The petitioners, before 1928, agreed with a client, Henderson, to conduct litigation for the recovery of 50,000 shares of Plymouth Oil. Co. stock from another, Farquhar, the fee to be $10,000 if unsuccessful, or 10 percent of the amount recovered, if successful. Pending the litigation on appeal, the shares were in 1926 placed in escrow with the approval of the court, “ with the right in Farquhar and Henderson to stipulate that the same or any part thereof may be sold, the proceeds of such sale or sales to be deposited with said trust company in place of the stock so sold.” Dividends were declared and paid by the corporation before 1928 and received by the trust company in escrow,, and retained until after the final termination of the litigation favorably to petitioner’s client, the Supreme Court of the United States having denied certiorari in 1927. The shares and accumulations were then delivered by the trust company to Henderson, and in 1928 petitioners received their agreed shares and accumulations. They claim that because they had an equitable interest in the escrow fund, the cash received by them must be regarded in their hands as dividends just as they undoubtedly were when distributed by the corporation.
This, in our opinion, is clearly not so. Strictly speaking, the amount received by petitioners in 1928, whether from Henderson or the escrow agent, was not, as section 25 expressly requires, an “ amount received as dividends (1) from a domestic corporation.” Nor was it, as section 115 requires, “ a distribution made by a corporation to its shareholders ”, although it had its earlier source in such a distribution.
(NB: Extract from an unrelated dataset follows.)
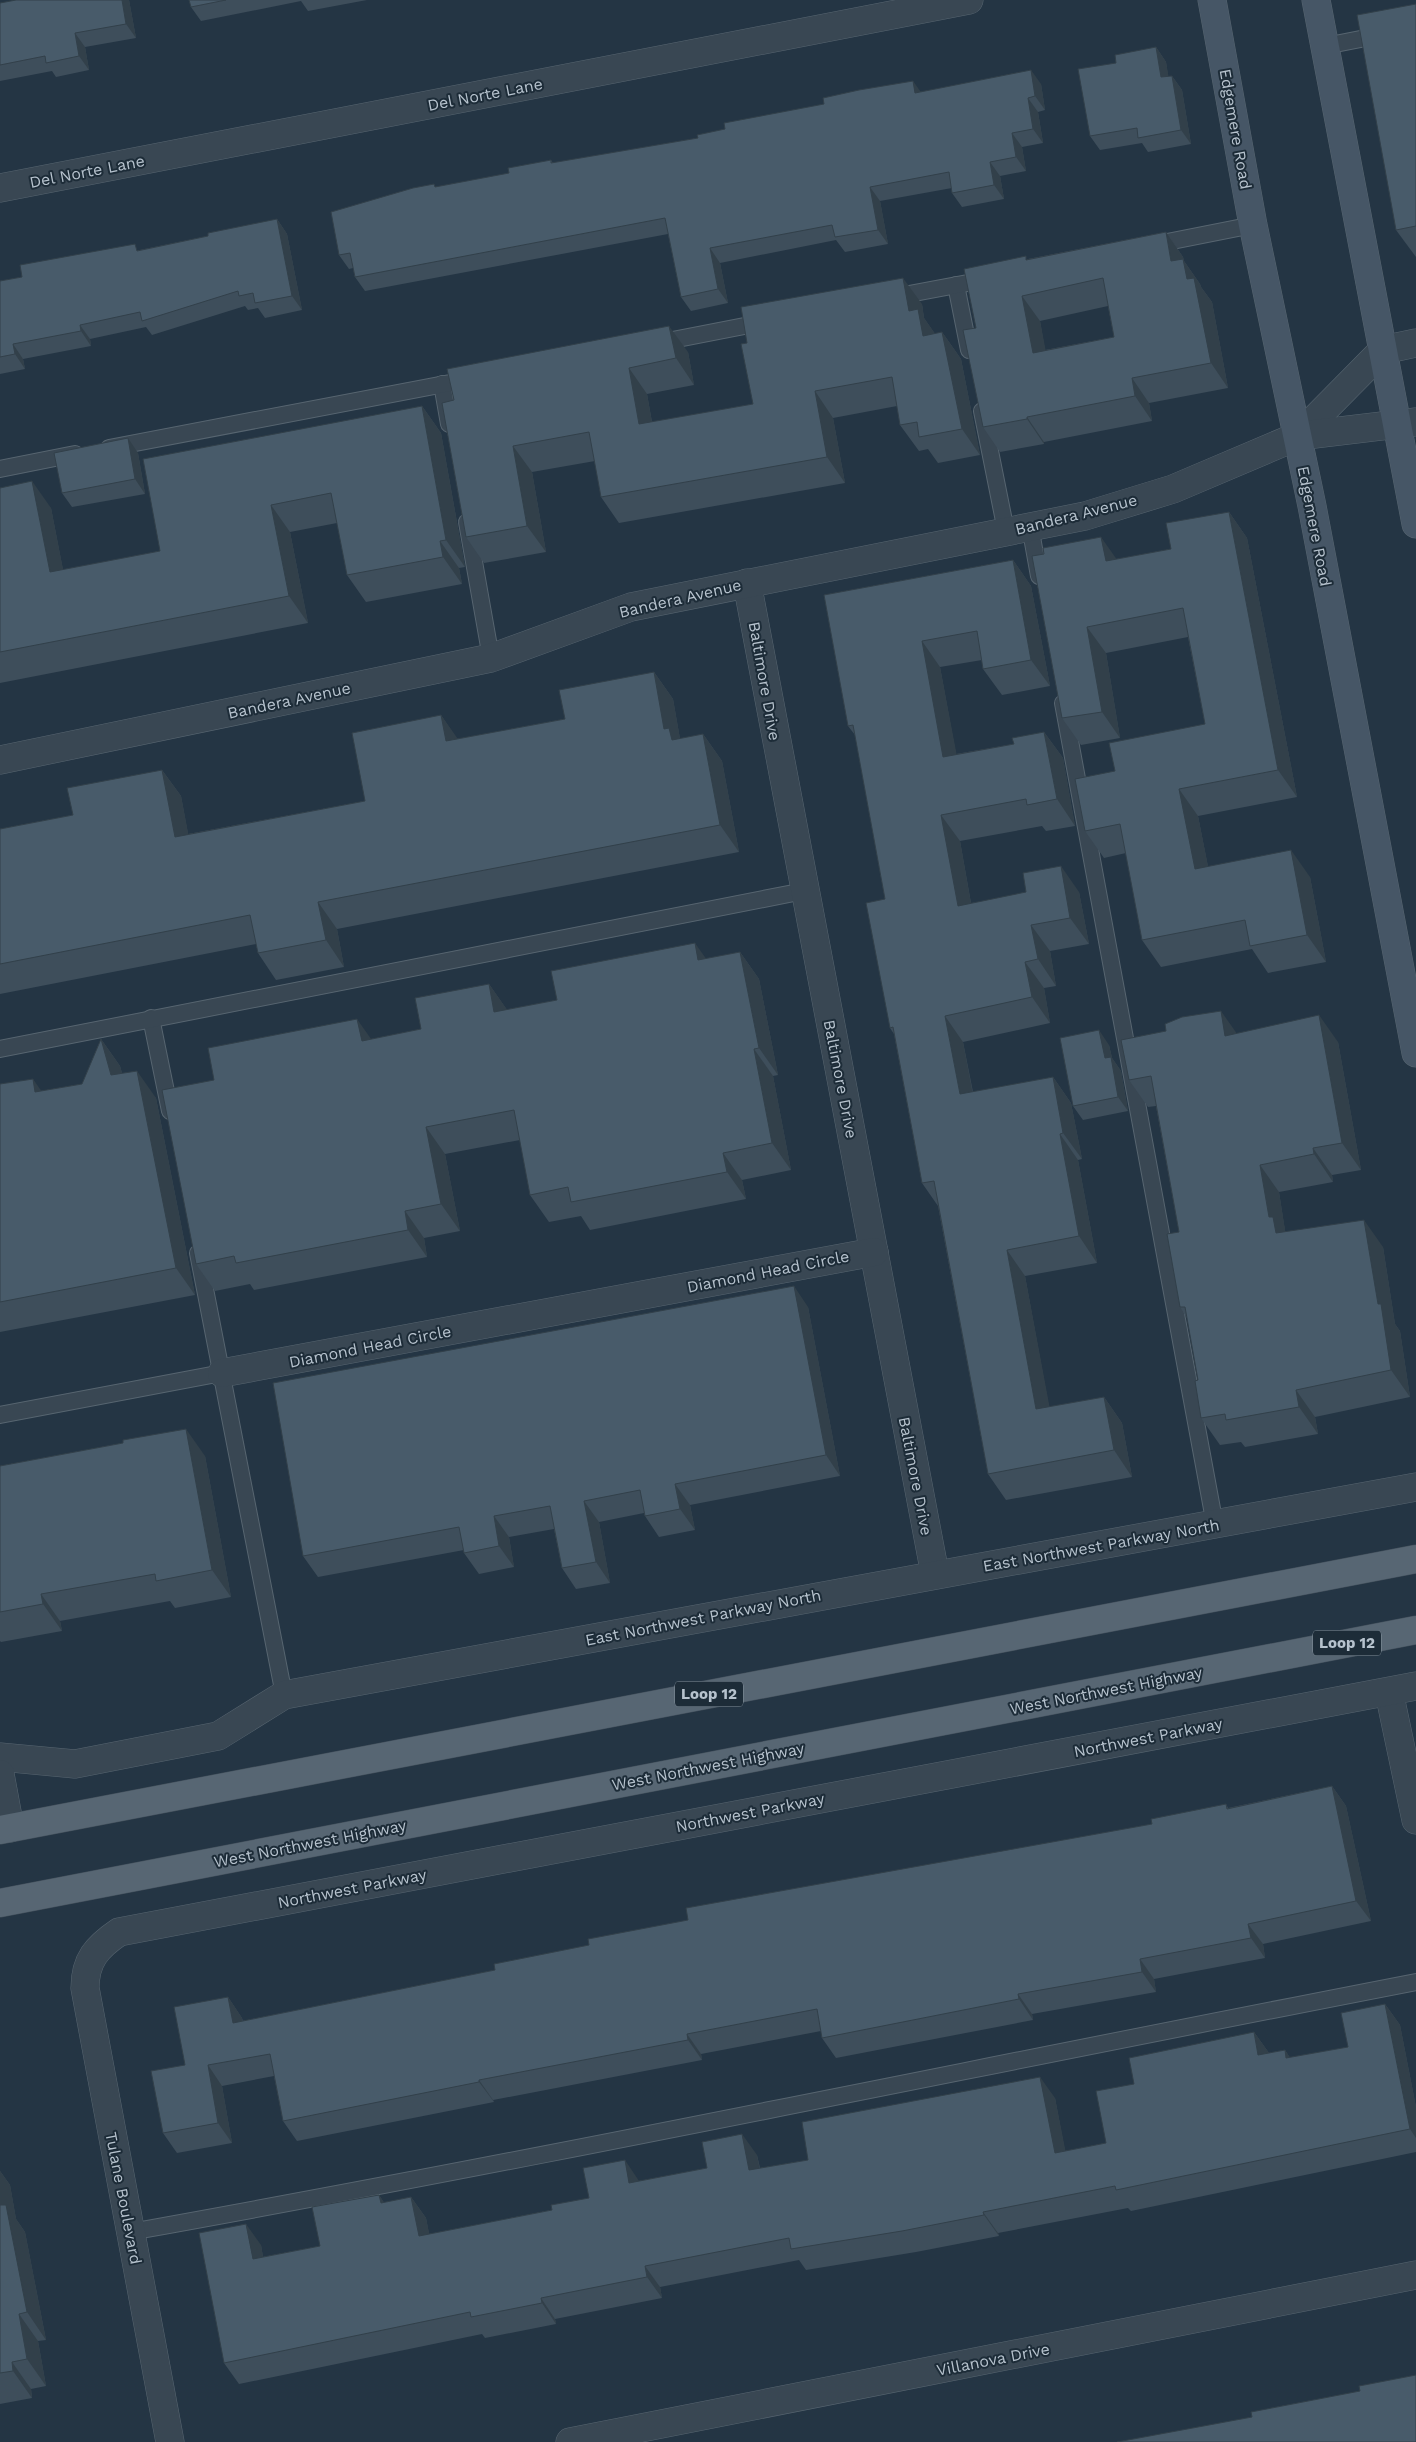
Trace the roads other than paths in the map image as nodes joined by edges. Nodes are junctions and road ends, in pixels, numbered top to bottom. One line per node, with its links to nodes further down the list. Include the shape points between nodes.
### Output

But at that earlier time petitioners were not shareholders of the corporation. When petitioners received it in 1928 it had lost its character as a corporate distribution and they received it only by virtue of their contract for services. To them it was compensation for services, and the Commissioner correctly treated it as such. Roscoe H. Aldrich, 3 B. T. A. 911; Albert Russel Erskine, 26 B. T. A. 147, 164; see Omaha National Bank v. Commissioner, 75 Fed. (2d) 434; Lansill v. Commissioner, 58 Fed. (2d) 512; cf. Schneider v. Duffy, 43 Fed. (2d) 642.

Judgment will be entered render Rule 50.